Bird Strike is a video game for the BBC Micro written by Andy Frigaard and published in 1984 in the UK by FireBird software. This is a release in 2021 of the original source code.

It can be played online in the JSBeeb emulator here http://www.bbcmicro.co.uk

Original source folder

Contains the files in the BBC file format recovered from a 5.25" disk backup from 1984.

These are a mix of BBC BASIC Assembler source code and some binary files containing graphics, sprites and data tables. The three BASIC files are also copied and renamed as .bas in a text file format. The original files are in the BBC BASIC format with tokenised line numbers.

Small sections of source code were only present in binary format and may later be recovered from the original tapes. These have been reconstructed from disassembly.

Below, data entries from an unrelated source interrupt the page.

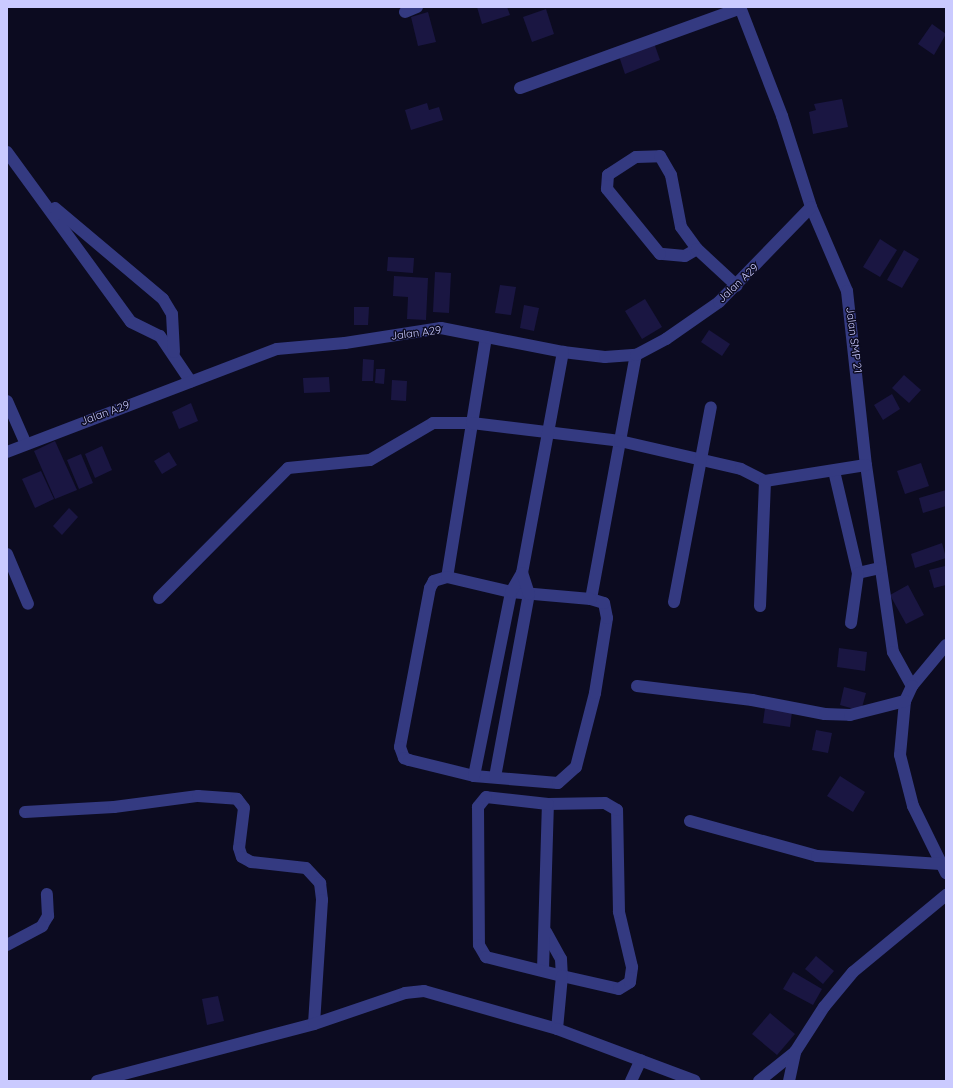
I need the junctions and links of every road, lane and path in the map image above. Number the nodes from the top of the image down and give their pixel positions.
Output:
1 (417, 7) edge
2 (741, 7) edge
3 (405, 12) dead end
4 (520, 88) dead end
5 (7, 152) edge
6 (42, 197) junction
7 (811, 207) junction
8 (697, 249) junction
9 (737, 286) junction
10 (486, 337) junction
11 (174, 352) junction
12 (563, 352) junction
13 (636, 355) junction
14 (191, 382) junction
15 (7, 401) edge
16 (711, 407) dead end
17 (472, 423) junction
18 (546, 434) junction
19 (620, 441) junction
20 (25, 442) junction
21 (7, 452) edge
22 (701, 461) junction
23 (866, 465) junction
24 (834, 471) junction
25 (765, 481) junction
26 (7, 554) edge
27 (880, 568) junction
28 (522, 573) junction
29 (858, 573) junction
30 (447, 577) junction
31 (511, 592) junction
32 (529, 594) junction
33 (159, 598) dead end
34 (590, 599) junction
35 (674, 602) dead end
36 (28, 604) dead end
37 (760, 606) dead end
38 (851, 623) dead end
39 (946, 645) edge
40 (637, 686) dead end
41 (912, 686) junction
42 (905, 701) junction
43 (474, 776) junction
44 (495, 777) junction
45 (548, 804) junction
46 (25, 812) dead end
47 (690, 821) dead end
48 (943, 869) edge
49 (47, 894) dead end
50 (946, 895) edge
51 (545, 931) junction
52 (7, 945) edge
53 (544, 970) junction
54 (562, 976) junction
55 (314, 1024) junction
56 (557, 1029) junction
57 (795, 1052) junction
58 (641, 1060) junction
59 (109, 1079) edge
60 (97, 1081) edge
61 (631, 1081) edge
62 (695, 1081) edge
63 (760, 1081) edge
64 (789, 1081) edge

1 - 3 street
2 - 4 street
2 - 7 street, Jalan SMP 21
5 - 6 street
6 - 11 street
6 - 11 street
7 - 9 street, Jalan A29
7 - 23 street, Jalan SMP 21
8 - 8 street
8 - 9 street
9 - 13 street, Jalan A29
10 - 12 street, Jalan A29
10 - 14 street, Jalan A29
10 - 17 street
11 - 14 street
12 - 13 street, Jalan A29
12 - 18 street
13 - 19 street
14 - 20 street, Jalan A29
15 - 20 street
16 - 22 street
17 - 18 street
17 - 30 street
17 - 33 street
18 - 19 street
18 - 28 street
19 - 22 street
19 - 34 street
20 - 21 street, Jalan A29
22 - 25 street
22 - 35 street
23 - 24 street
23 - 27 street, Jalan SMP 21
24 - 25 street
24 - 29 street
25 - 37 street
26 - 36 street
27 - 29 street
27 - 41 street, Jalan SMP 21
28 - 31 street
28 - 32 street
29 - 38 street
30 - 31 street
30 - 43 street
31 - 32 street
31 - 43 street
32 - 34 street
32 - 44 street
34 - 44 street
39 - 41 street
40 - 42 street
41 - 42 street
42 - 48 street
43 - 44 street
45 - 51 street
45 - 53 street
45 - 54 street
46 - 55 street
47 - 48 street
49 - 52 street
50 - 57 street
51 - 53 street
51 - 54 street
53 - 54 street
54 - 56 street
55 - 56 street
55 - 59 street
56 - 58 street
57 - 63 street
57 - 64 street
58 - 61 street
58 - 62 street
59 - 60 street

The source is hard to read in the original BASIC/Assembler files. There are minimal comments and typically 2 or 3 character labels. Working memory was very limited and the shortest possible files allowed for source and assembled code to both be held in RAM. The game development started using the cassette tape file system and only the later files were developed on disk. Over the period I may have lost some of the earlier source, or just been unable to keep editing it all with limited space, so there are various patches and modifications to the older routines.

Buildable source

The Build folder has an alternative current (2021) version of the source files that can be built using Beebasm to produce a bootable disk image for use on the Beebem emulator or real BBC Micro.

There are minor differences to the original source, mostly explained. There are extensive explanations, comments, labels, & named constants, but no fixes or changes to the code. It will build a byte-for-byte binary that is the same as the published tape version without the copy protection and tape file loader (which had music & instructions).

Multiple asm files are used, each built at a specific address. This is because the original game has areas of binary data (graphics, sprites, data tables) interspersed with the code.

There are a large number of self-modifying code routines and patches applied to earlier code that make direct reference to specific memory locations. For this reason the files need to be built and run at those memory locations.

How to build

All the required files are in the Build folder only.

The main build file is build_birdstrike.asm that links all the source and binary files. This declares all the constants, variables and determines the locations at which each component is assembled or loaded. It does contain some build instructions, for example, for a basic assembly : beebasm -i build_birdstrike.asm

Clean source

The Clean folder has an improved current (2021) version of the source files. This is very much the same game, but has many source code changes, and further comments. These changes include making the code relocatable, more use of zero-page, simplifying the source by merging patches into the original code, better labels, and making routines more flexible.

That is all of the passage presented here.